Blind mask template attacks on masked cryptographic algorithm

Yi WANG,Zhen WU,Bing LIN   

  1. College of Information Security Engineering,Chengdu University of Information Technology,Chengdu 610225,China
  • Revised:2018-08-03 Online:2019-01-01 Published:2019-02-03
  • Supported by:
    The 13th Five-Years National Cryptogram Development Fund(MMJJ20180224);Sichuan Provincial Education Department Scientific Research Projects(17ZB0082)

摘要:

加掩是在加密算法的实现中使用随机掩码使敏感信息的泄露能耗随机化,从而防止差分能量攻击的技术手段。目前,对加掩防护加密算法的模板攻击的方法均要求攻击者在学习阶段了解使用的掩码。这一要求不仅提高了攻击的条件,同时也可能导致模板学习阶段使用的加密代码与实际设备的代码有所不同,进而导致对实际设备攻击效果较差。盲掩码模板攻击不需要了解训练能迹使用的掩码,直接学习无掩中间组合值的模板,以此攻击加掩加密设备。实验中分别采用传统的高斯分布和神经网络建立模板。实验结果证明这种方法是可行的,而且基于神经网络的盲掩码模板攻击对加掩加密设备的攻击成功率非常接近于传统模板攻击对无掩加密设备的攻击成功率。

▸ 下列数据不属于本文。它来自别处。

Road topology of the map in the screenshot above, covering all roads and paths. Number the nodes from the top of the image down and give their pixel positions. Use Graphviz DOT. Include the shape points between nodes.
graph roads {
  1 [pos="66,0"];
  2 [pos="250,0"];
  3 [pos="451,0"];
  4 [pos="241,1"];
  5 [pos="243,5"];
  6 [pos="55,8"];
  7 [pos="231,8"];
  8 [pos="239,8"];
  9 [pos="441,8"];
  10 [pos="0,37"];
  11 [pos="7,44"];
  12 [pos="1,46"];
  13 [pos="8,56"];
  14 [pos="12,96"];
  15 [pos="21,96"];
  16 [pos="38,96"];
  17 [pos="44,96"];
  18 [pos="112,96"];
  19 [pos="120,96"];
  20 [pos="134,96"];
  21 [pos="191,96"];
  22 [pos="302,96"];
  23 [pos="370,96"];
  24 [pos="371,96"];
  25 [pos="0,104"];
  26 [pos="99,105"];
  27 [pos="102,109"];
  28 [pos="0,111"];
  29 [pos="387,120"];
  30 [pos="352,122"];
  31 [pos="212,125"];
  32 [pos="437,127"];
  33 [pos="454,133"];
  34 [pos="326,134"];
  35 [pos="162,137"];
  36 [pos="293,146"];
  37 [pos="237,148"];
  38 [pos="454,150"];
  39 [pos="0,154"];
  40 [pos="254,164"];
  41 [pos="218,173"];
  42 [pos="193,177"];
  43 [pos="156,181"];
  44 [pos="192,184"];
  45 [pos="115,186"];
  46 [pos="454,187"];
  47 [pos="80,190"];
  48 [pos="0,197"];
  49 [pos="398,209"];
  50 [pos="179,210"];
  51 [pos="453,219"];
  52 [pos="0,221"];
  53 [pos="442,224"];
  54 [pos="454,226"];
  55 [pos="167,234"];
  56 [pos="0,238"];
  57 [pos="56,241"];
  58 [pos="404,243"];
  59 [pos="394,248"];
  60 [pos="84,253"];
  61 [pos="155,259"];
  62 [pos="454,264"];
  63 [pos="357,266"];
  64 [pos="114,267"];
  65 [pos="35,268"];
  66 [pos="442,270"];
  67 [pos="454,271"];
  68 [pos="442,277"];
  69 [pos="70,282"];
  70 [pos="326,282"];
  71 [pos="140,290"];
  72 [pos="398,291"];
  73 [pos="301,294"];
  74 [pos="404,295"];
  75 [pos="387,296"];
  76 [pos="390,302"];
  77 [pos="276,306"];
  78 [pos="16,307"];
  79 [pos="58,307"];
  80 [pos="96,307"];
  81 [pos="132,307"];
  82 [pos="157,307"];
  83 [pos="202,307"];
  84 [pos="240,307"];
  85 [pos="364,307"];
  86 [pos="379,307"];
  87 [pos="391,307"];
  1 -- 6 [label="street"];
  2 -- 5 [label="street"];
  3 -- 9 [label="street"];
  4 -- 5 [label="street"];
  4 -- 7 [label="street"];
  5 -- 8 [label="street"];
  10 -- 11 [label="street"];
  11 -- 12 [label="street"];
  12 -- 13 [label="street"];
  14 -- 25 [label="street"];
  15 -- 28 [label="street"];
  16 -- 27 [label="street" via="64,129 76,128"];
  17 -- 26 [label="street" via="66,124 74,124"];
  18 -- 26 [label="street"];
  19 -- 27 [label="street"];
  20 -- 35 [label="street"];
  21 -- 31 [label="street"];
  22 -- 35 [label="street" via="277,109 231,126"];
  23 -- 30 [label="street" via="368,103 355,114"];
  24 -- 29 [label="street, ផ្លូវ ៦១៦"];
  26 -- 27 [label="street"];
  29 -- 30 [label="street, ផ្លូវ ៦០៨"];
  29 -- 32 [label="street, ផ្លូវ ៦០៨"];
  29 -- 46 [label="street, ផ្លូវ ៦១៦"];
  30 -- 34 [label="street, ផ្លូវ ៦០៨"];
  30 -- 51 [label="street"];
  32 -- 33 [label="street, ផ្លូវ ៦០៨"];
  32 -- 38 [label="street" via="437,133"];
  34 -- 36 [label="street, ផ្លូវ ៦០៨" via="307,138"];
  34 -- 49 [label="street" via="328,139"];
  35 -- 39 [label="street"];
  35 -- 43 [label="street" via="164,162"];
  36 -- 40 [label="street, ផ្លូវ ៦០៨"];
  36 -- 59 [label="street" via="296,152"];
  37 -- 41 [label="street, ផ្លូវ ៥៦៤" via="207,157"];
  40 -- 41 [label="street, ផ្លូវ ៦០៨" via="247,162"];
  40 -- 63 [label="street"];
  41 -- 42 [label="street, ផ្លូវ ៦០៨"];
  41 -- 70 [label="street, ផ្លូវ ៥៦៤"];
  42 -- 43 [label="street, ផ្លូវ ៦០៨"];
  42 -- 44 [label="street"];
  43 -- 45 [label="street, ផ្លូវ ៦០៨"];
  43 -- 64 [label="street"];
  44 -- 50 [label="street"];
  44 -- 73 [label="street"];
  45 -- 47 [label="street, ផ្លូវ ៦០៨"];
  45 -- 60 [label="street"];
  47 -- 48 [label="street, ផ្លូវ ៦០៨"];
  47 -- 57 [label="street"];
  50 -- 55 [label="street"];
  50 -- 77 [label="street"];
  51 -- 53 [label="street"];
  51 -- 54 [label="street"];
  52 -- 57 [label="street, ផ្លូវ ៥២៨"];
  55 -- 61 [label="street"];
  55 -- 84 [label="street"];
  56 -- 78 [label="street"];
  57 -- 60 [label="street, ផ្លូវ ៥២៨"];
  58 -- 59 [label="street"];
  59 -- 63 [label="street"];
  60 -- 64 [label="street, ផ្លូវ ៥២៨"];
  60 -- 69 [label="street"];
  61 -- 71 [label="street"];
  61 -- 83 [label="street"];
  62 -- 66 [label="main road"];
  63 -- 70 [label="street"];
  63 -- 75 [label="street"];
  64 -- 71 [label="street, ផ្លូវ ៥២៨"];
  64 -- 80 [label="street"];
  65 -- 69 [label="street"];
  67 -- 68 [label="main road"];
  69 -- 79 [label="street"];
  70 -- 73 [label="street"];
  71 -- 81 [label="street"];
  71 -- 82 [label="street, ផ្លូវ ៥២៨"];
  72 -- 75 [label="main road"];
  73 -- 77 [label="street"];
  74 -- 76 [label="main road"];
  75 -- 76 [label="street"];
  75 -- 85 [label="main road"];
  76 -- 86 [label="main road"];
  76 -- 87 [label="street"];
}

关键词: 侧信道攻击, 模板攻击, 盲掩码攻击, 加掩防护, 神经网络

Abstract:

Masking is a countermeasure against differential power analysis (DPA) attacks on cryptographic devices by using random masks to randomize the leaked power of sensitive information.Template attacks (TA) against cryptographic devices with masking countermeasure by far require attackers have knowledge of masks at the profiling phase.This requirement not only increase the prerequisite of template attacking,but also lead to some sort of difference between the experimental encryption codes of the profiling device and the codes of commercial cryptographic devices,which might degrade performance in real world attacking.Blind mask template attack directly learns templates for the combination of no mask intermediate values without the need of knowing the masks of training power traces,and then uses these templates to attack masked cryptographic devices.Both traditional Gaussian distribution and neural network were adopted as the templates in experiments.Experimental results verified the feasibility of this new approach.The success rate of neural network based blind mask template attacking against masked cryptographic devices is very close to that of traditional template attacks against cryptographic devices without masking countermeasure.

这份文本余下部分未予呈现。